» PROBLEM STATEMENT:
Among the lines below, count those that include "Wiechert", and state the count alone.

****************************************

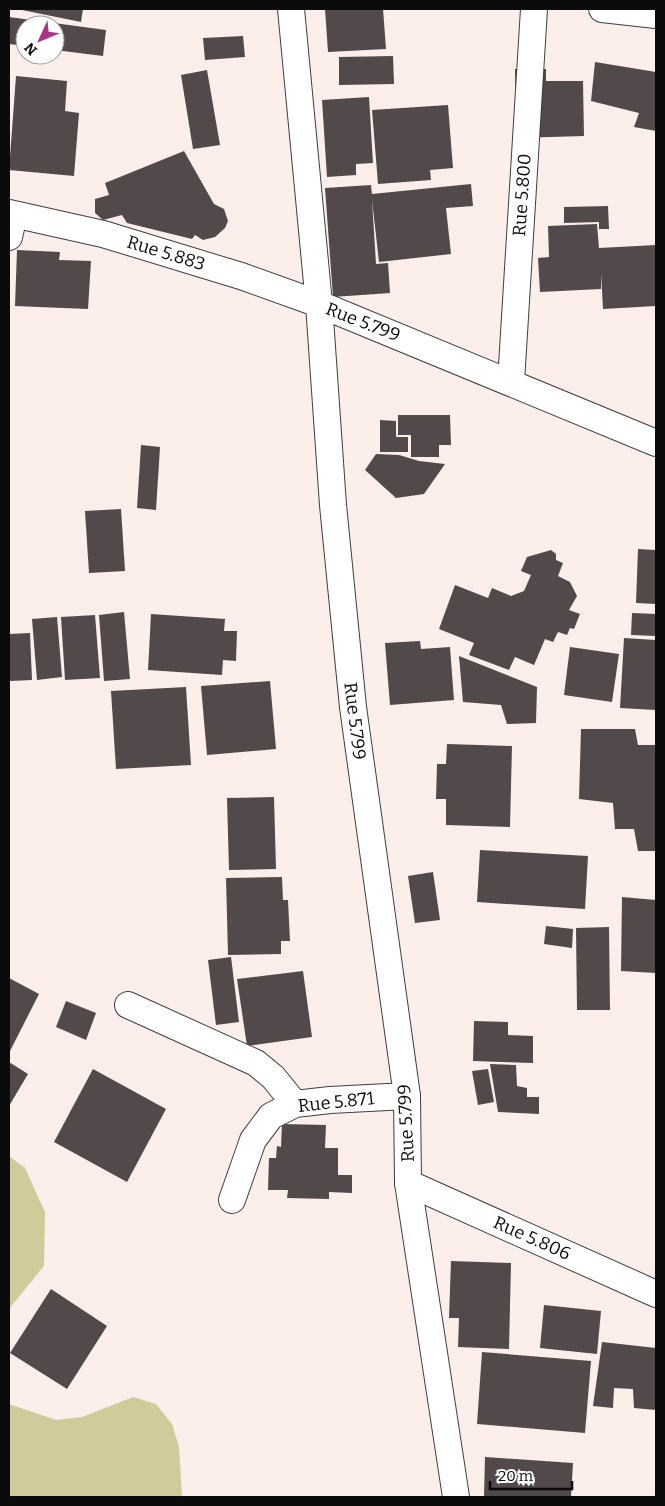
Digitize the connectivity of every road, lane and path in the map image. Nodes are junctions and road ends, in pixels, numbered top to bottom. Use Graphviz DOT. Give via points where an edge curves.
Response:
graph roads {
  1 [pos="291,9"];
  2 [pos="534,9"];
  3 [pos="602,9"];
  4 [pos="656,15"];
  5 [pos="10,222"];
  6 [pos="320,304"];
  7 [pos="511,382"];
  8 [pos="656,443"];
  9 [pos="128,1005"];
  10 [pos="406,1096"];
  11 [pos="295,1104"];
  12 [pos="408,1183"];
  13 [pos="232,1200"];
  14 [pos="656,1294"];
  15 [pos="456,1497"];
  1 -- 6 [label="street"];
  2 -- 7 [label="street, Rue 5.800"];
  3 -- 4 [label="street"];
  5 -- 6 [label="street, Rue 5.883" via="103,234"];
  6 -- 7 [label="street, Rue 5.799"];
  6 -- 10 [label="street, Rue 5.799" via="332,506 353,707"];
  7 -- 8 [label="street, Rue 5.799"];
  9 -- 11 [label="street" via="256,1063 273,1077"];
  10 -- 11 [label="street, Rue 5.871"];
  10 -- 12 [label="street, Rue 5.799"];
  11 -- 13 [label="street, Rue 5.871" via="271,1116 253,1140"];
  12 -- 14 [label="street, Rue 5.806"];
  12 -- 15 [label="street, Rue 5.799"];
}
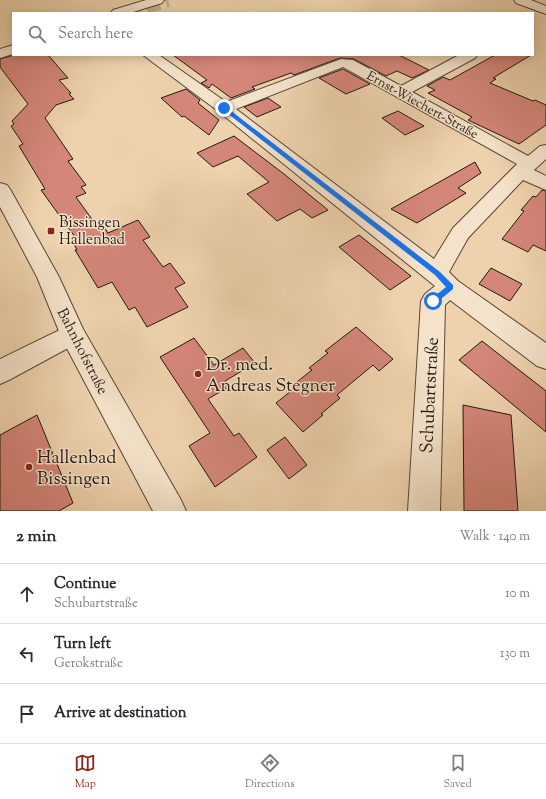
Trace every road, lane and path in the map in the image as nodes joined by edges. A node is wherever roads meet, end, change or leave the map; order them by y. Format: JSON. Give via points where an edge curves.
{"nodes":[{"id":1,"x":158,"y":0,"type":"edge"},
{"id":2,"x":520,"y":0,"type":"edge"},
{"id":3,"x":120,"y":12,"type":"edge"},
{"id":4,"x":544,"y":15,"type":"edge"},
{"id":5,"x":12,"y":49,"type":"edge"},
{"id":6,"x":0,"y":54,"type":"edge"},
{"id":7,"x":151,"y":56,"type":"edge"},
{"id":8,"x":468,"y":56,"type":"edge"},
{"id":9,"x":401,"y":92,"type":"junction"},
{"id":10,"x":224,"y":108,"type":"junction"},
{"id":11,"x":546,"y":150,"type":"edge"},
{"id":12,"x":526,"y":167,"type":"junction"},
{"id":13,"x":546,"y":184,"type":"edge"},
{"id":14,"x":0,"y":189,"type":"edge"},
{"id":15,"x":444,"y":280,"type":"junction"},
{"id":16,"x":72,"y":334,"type":"junction"},
{"id":17,"x":546,"y":358,"type":"edge"},
{"id":18,"x":0,"y":372,"type":"edge"},
{"id":19,"x":170,"y":511,"type":"edge"},
{"id":20,"x":424,"y":511,"type":"edge"}],
"edges":[{"from":1,"to":3,"type":"street"},
{"from":2,"to":4,"type":"street"},
{"from":5,"to":6,"type":"street"},
{"from":7,"to":10,"type":"street"},
{"from":8,"to":9,"type":"street"},
{"from":9,"to":10,"type":"street","name":"Ernst-Wiechert-Straße","via":[[348,63],[341,63]]},
{"from":9,"to":12,"type":"street","name":"Ernst-Wiechert-Straße"},
{"from":10,"to":15,"type":"street"},
{"from":11,"to":12,"type":"street","name":"Schubartstraße"},
{"from":12,"to":13,"type":"street","name":"Ernst-Wiechert-Straße"},
{"from":12,"to":15,"type":"street","name":"Schubartstraße","via":[[460,233]]},
{"from":14,"to":16,"type":"street","name":"Bahnhofstraße","via":[[48,277]]},
{"from":15,"to":17,"type":"street"},
{"from":15,"to":20,"type":"street","name":"Schubartstraße","via":[[433,301]]},
{"from":16,"to":18,"type":"street"},
{"from":16,"to":19,"type":"street","name":"Bahnhofstraße"}]}
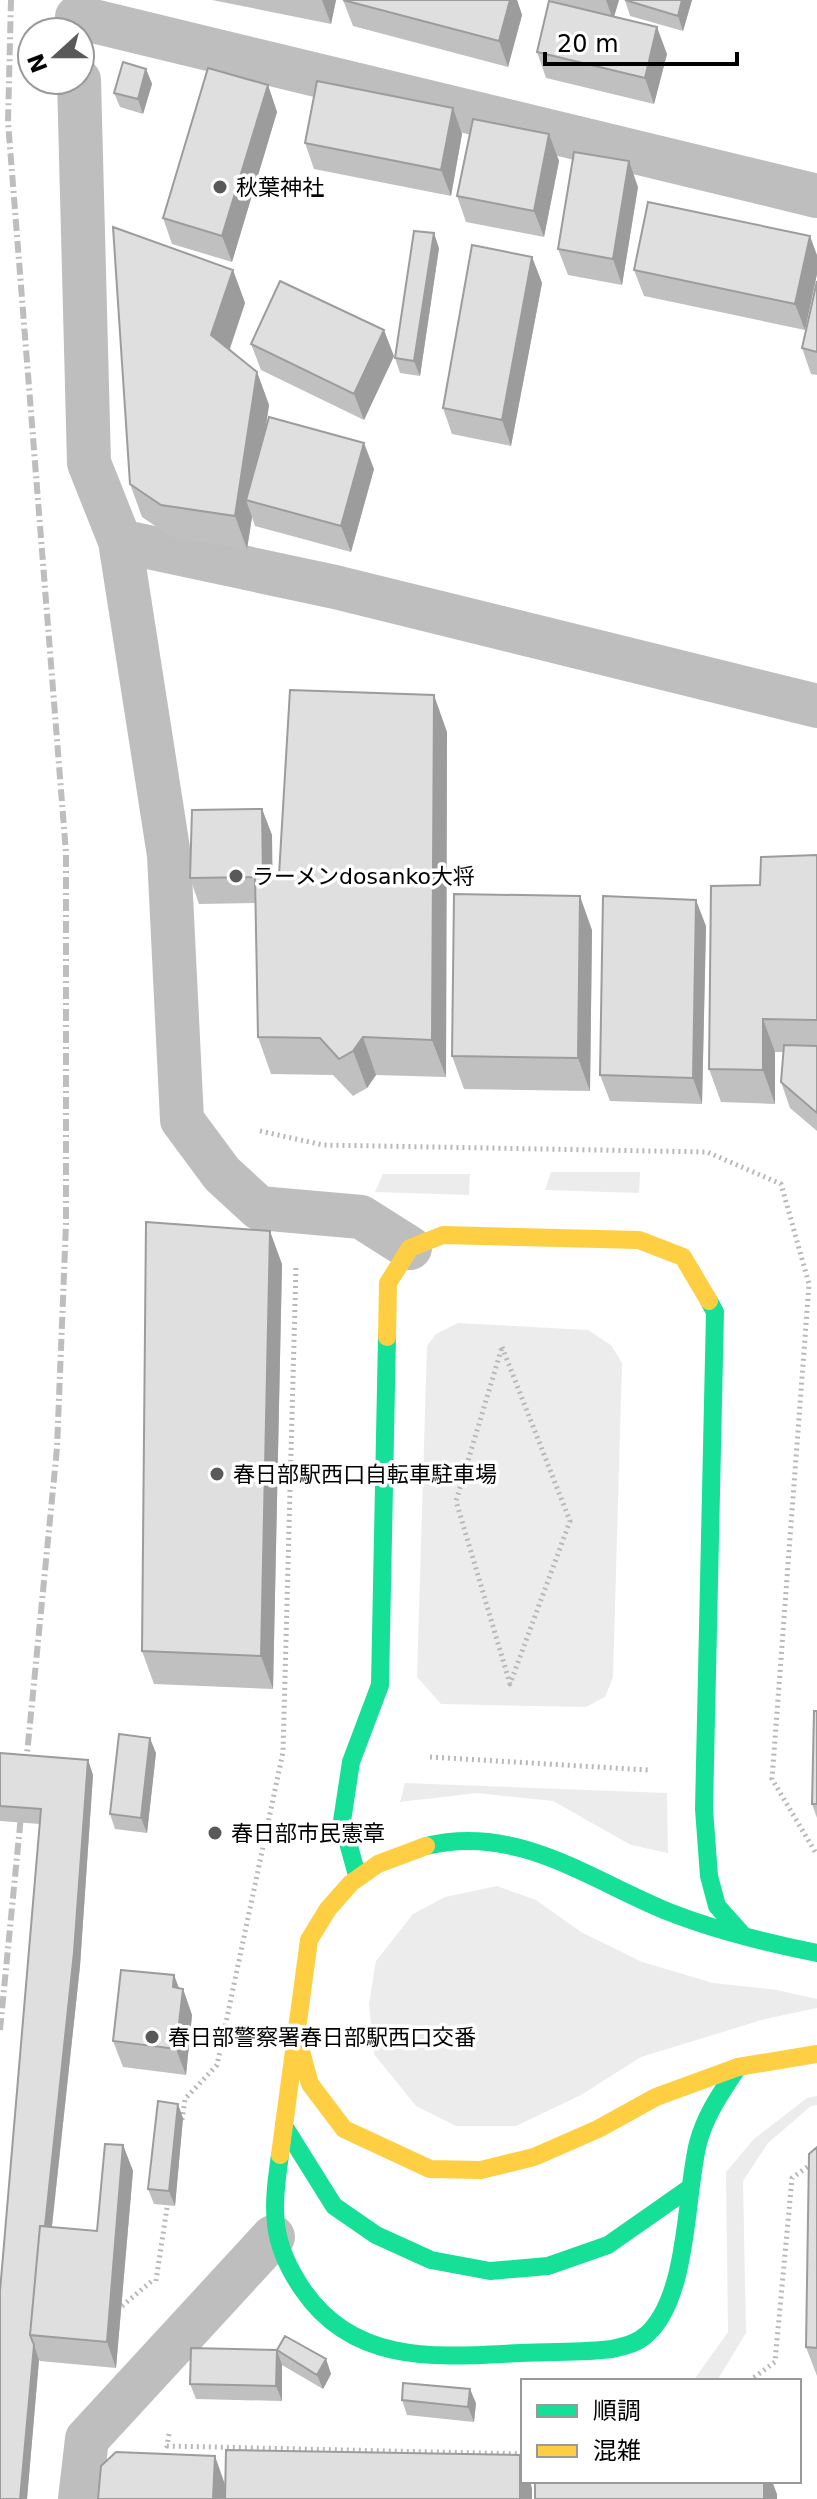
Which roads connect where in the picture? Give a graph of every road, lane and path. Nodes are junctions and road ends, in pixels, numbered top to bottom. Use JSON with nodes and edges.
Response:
{"nodes":[{"id":1,"x":96,"y":20,"type":"edge"},
{"id":2,"x":79,"y":96,"type":"edge"},
{"id":3,"x":817,"y":196,"type":"edge"},
{"id":4,"x":120,"y":541,"type":"junction"},
{"id":5,"x":817,"y":706,"type":"edge"},
{"id":6,"x":410,"y":1248,"type":"junction"},
{"id":7,"x":510,"y":1684,"type":"joint"},
{"id":8,"x":430,"y":1757,"type":"dead end"},
{"id":9,"x":657,"y":1771,"type":"dead end"},
{"id":10,"x":357,"y":1875,"type":"junction"},
{"id":11,"x":742,"y":1934,"type":"junction"},
{"id":12,"x":817,"y":1953,"type":"edge"},
{"id":13,"x":297,"y":2034,"type":"junction"},
{"id":14,"x":817,"y":2054,"type":"edge"},
{"id":15,"x":738,"y":2067,"type":"junction"},
{"id":16,"x":284,"y":2126,"type":"junction"},
{"id":17,"x":817,"y":2160,"type":"edge"},
{"id":18,"x":688,"y":2189,"type":"junction"},
{"id":19,"x":273,"y":2237,"type":"junction"},
{"id":20,"x":155,"y":2278,"type":"dead end"},
{"id":21,"x":122,"y":2306,"type":"dead end"},
{"id":22,"x":752,"y":2379,"type":"edge"},
{"id":23,"x":80,"y":2499,"type":"edge"}],
"edges":[{"from":1,"to":3,"type":"street"},
{"from":2,"to":4,"type":"street"},
{"from":4,"to":5,"type":"street"},
{"from":4,"to":6,"type":"street"},
{"from":6,"to":10,"type":"street"},
{"from":6,"to":11,"type":"street"},
{"from":7,"to":7,"type":"path"},
{"from":8,"to":9,"type":"path"},
{"from":10,"to":11,"type":"street"},
{"from":10,"to":13,"type":"street"},
{"from":11,"to":12,"type":"street"},
{"from":13,"to":15,"type":"street"},
{"from":13,"to":16,"type":"street"},
{"from":14,"to":15,"type":"street"},
{"from":15,"to":18,"type":"street"},
{"from":16,"to":18,"type":"street"},
{"from":16,"to":19,"type":"street"},
{"from":17,"to":22,"type":"path"},
{"from":18,"to":19,"type":"street"},
{"from":19,"to":23,"type":"street"},
{"from":20,"to":21,"type":"path"}]}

****************************************

» EXERCISE SOLUTION:
3